Нуждаюсь в справедливых мнениях по поводу смартфона Padfone S. О нём ещё мало чего известно, ибо его нет у нас в продаже, но может кто осведомлён о его качестве и работе? Стоит ли брать его вообще?

----------


## Gamerr

Характеристики то хороши, посмотрим что с ценой будет, тогда уже можно будет говорить по существу.

----------


## Garg

Он же ещё у нас вроде даже не продаётся. Так что мнение можно только по хар-кам делать, да по видео с computex. И надеюсь у нас он будет с док-станцией продаваться, а иначе не круто будет.

----------


## Gamerr

А юзал кто асусы, насколько хороша энергоэффективность и сама работа смарта, оболочка?

----------


## darvin

я и смотрю padfone только потому, что zenfone очень понравились по работе, а тем более оболочка

----------


## Gamerr

> я и смотрю padfone только потому, что zenfone очень понравились по работе, а тем более оболочка


Зены не дотягивают до этого смарта, все таки бюджетники. Тут история куда интересней.

----------


## avatarchik

Прекрасный смартфон

----------


## Garg

Уже была оф. презентация и цена известна. Читаем, если интересует:
http://4pda.ru/2014/09/30/178652/

----------


## Dentem

Так он уже и в продаже у нас есть, так что кому понравился этот ASUS, можете смело его приобретать!

----------


## Mexex

Тоже понравился данный смарт, он получается сейчас самый топовый по железу из линейки asus, или есть еще что-то более мощное?

----------


## Dentem

На данный момент у ASUS более топового ничего нет, но они могут что-нибудь выпустить в любой момент;)

----------


## Mexex

> На данный момент у ASUS более топового ничего нет, но они могут что-нибудь выпустить в любой момент;)

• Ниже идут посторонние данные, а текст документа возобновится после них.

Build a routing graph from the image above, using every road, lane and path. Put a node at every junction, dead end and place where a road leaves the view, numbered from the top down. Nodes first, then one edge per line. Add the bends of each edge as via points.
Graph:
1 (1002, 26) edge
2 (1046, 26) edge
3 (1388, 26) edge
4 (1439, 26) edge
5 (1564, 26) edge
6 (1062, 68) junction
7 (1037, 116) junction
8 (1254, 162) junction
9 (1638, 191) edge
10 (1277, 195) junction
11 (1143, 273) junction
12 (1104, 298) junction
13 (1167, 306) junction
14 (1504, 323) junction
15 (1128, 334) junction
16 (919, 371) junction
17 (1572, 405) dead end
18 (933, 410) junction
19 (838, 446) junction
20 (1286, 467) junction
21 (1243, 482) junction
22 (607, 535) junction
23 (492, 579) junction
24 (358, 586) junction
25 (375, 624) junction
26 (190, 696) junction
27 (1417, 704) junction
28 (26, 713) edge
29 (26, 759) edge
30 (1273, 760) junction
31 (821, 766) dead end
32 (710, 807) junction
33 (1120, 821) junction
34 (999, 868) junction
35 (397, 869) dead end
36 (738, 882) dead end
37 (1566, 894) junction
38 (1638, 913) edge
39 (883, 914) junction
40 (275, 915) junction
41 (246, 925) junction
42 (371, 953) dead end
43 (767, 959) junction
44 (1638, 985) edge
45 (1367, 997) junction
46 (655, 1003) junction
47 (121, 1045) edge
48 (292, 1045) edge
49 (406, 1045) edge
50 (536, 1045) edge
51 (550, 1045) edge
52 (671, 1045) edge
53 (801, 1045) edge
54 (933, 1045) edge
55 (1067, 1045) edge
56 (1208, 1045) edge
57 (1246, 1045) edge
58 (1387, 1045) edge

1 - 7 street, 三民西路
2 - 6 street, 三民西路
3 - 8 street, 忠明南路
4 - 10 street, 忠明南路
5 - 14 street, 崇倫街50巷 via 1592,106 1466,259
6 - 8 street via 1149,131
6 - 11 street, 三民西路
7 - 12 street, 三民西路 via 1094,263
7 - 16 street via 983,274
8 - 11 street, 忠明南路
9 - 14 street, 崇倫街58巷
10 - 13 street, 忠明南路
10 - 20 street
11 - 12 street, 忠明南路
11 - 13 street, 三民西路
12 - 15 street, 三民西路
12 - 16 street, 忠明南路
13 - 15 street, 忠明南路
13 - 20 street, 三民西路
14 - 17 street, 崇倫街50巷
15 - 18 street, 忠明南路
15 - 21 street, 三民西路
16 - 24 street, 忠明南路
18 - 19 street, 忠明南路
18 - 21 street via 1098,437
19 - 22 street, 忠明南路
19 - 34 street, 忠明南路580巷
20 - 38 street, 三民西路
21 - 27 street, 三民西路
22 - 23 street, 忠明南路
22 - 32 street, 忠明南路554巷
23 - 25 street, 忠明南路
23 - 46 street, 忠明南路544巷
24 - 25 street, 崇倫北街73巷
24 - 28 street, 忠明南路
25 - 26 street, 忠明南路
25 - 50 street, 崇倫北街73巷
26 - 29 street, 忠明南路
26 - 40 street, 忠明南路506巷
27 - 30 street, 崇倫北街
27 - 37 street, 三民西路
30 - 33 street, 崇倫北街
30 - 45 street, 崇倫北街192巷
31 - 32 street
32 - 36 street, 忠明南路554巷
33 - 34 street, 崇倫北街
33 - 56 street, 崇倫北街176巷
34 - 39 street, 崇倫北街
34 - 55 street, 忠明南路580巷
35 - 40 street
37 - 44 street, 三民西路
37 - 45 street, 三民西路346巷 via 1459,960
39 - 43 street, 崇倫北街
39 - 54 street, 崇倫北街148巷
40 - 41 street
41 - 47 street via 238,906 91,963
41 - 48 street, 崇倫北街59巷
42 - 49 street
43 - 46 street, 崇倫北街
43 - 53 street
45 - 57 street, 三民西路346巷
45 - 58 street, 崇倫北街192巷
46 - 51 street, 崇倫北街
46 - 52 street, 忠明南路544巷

Получается это их флагман на данный момент, думаю пока он продается на вряд ли быстро что-то новое появится.

----------


## Dentem

Всё возможно, может что-то и появится, но рано об этом говорить, этот ASUS PadFone только 2 дня назад начал продаваться и ещё не до всех городов нашей родины он успел дойти!

----------


## Deus Ex

хотя бы обзор какой появился, а так пока только общие впечатления о смарте

----------


## Dentem

Но хоть хорошо то, что эти общие впечатления довольно положительные!

----------


## Михаил29

Неплохо!

----------


## Mexex

> хотя бы обзор какой появился, а так пока только общие впечатления о смарте


Кстати да, на том же ютубе нет ни одного русскоязычного видео о нем, хотя он уже в продаже пару дней.

----------


## Михаил29

Воистину!

----------


## Garg

Так и обзоров текстовых ещё нет. Так только, перечисление характеристик. Ждать надо)

----------


## Dentem

Ну так буквально на неделе должны быть достаточно хорошие обзоры по ASUS!

----------


## Mexex

> Ну так буквально на неделе должны быть достаточно хорошие обзоры по ASUS!

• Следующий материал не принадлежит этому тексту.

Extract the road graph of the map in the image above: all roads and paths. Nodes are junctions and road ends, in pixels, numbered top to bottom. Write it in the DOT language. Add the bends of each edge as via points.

Вот небольшой первоначальный осмотр нашел: https://www.youtube.com/watch?v=Xah065yRu_A

----------


## Dentem

Нормальный такой осмотр, но хотелось бы уже увидеть полноценный обзор на этот смарт, особенно насколько хорошо он работает с док-станцией!

----------


## darvin

нуужен обзор с тестами и цифрами, а именно по поводу автономности и производительности и желательно камеры

----------


## Garg

Об автономности можно по емкости батареи и процу судить, в принципе. А насчет камеры, то вроде не днс кидали фотку в обсуждение.

----------


## Spoiler

> Об автономности можно по емкости батареи и процу судить, в принципе. А насчет камеры, то вроде не днс кидали фотку в обсуждение.

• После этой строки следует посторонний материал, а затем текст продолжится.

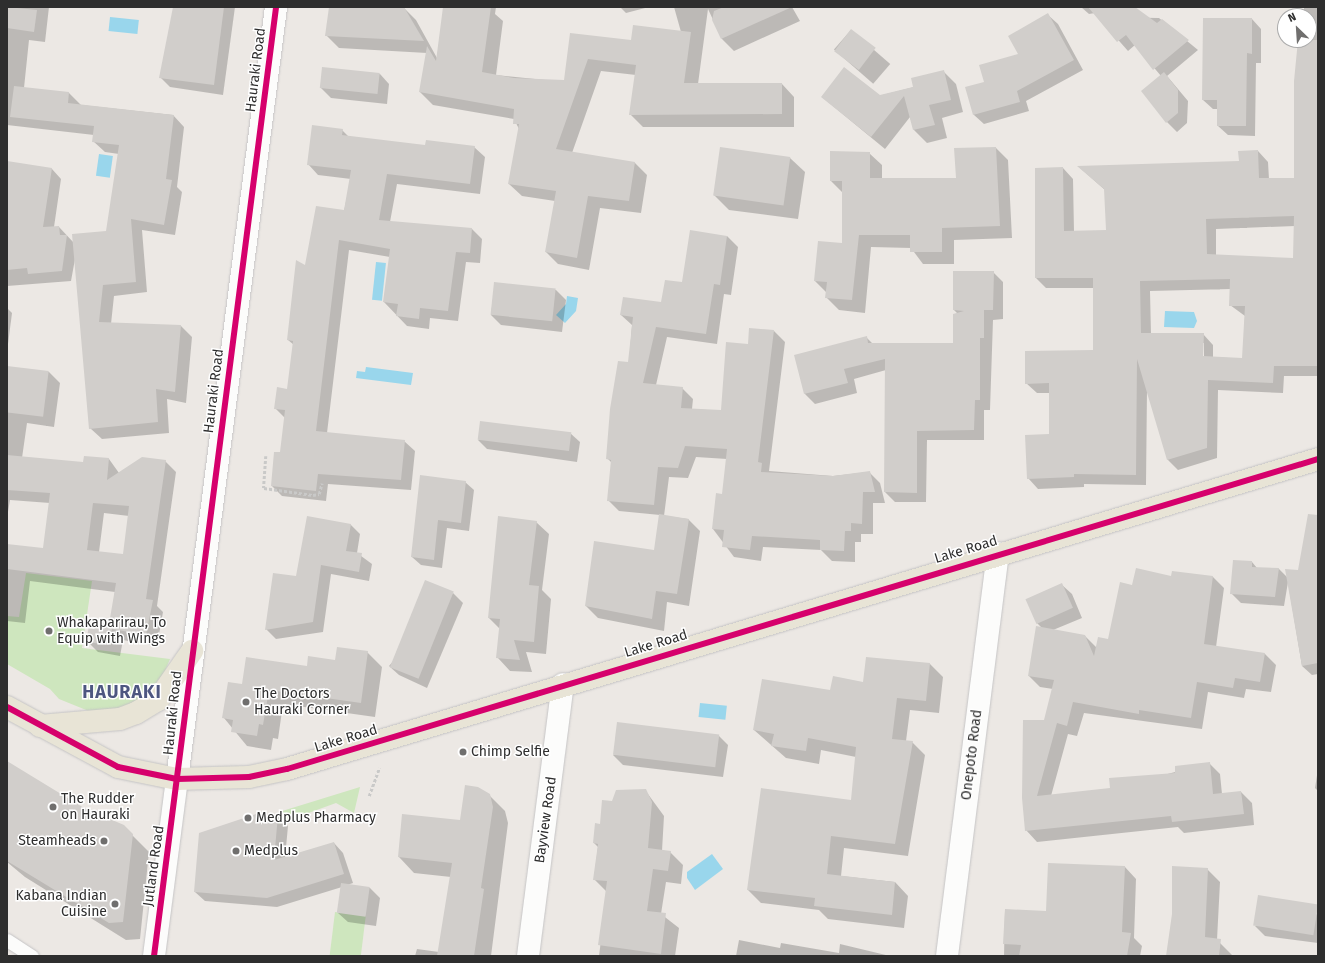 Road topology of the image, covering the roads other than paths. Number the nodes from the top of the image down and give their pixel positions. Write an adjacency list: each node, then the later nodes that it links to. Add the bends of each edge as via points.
1 (276, 7): 4 (street, Hauraki Road)
2 (1318, 459): 3 (main road, Lake Road)
3 (998, 553): 5 (main road, Lake Road); 13 (street, Onepoto Road)
4 (192, 651): 7 (main road, via 158,700 136,713 120,719); 8 (street, Hauraki Road)
5 (563, 684): 8 (main road, Lake Road, via 287,769 226,780); 12 (street, Bayview Road)
6 (7, 707): 7 (main road, Lake Road)
7 (40, 726): 8 (main road, Lake Road, via 118,767)
8 (177, 778): 11 (street, Jutland Road)
9 (7, 940): 10 (lane)
10 (32, 956)
11 (154, 956)
12 (528, 956)
13 (947, 956)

В характеристиках (  http://4pda.ru/2014/09/30/178652/  )  указана камера в 13 мп PixelMaster , в чём особенность этой подписи не подскажете ?

----------


## Dentem

Что это название самой камеры и оптики в частности, это не ново, большинство производителей тоже подписывает свои камеры у смартфонов!

----------


## Deus Ex

PixelMaster это программная технология обработки полученного снимка

----------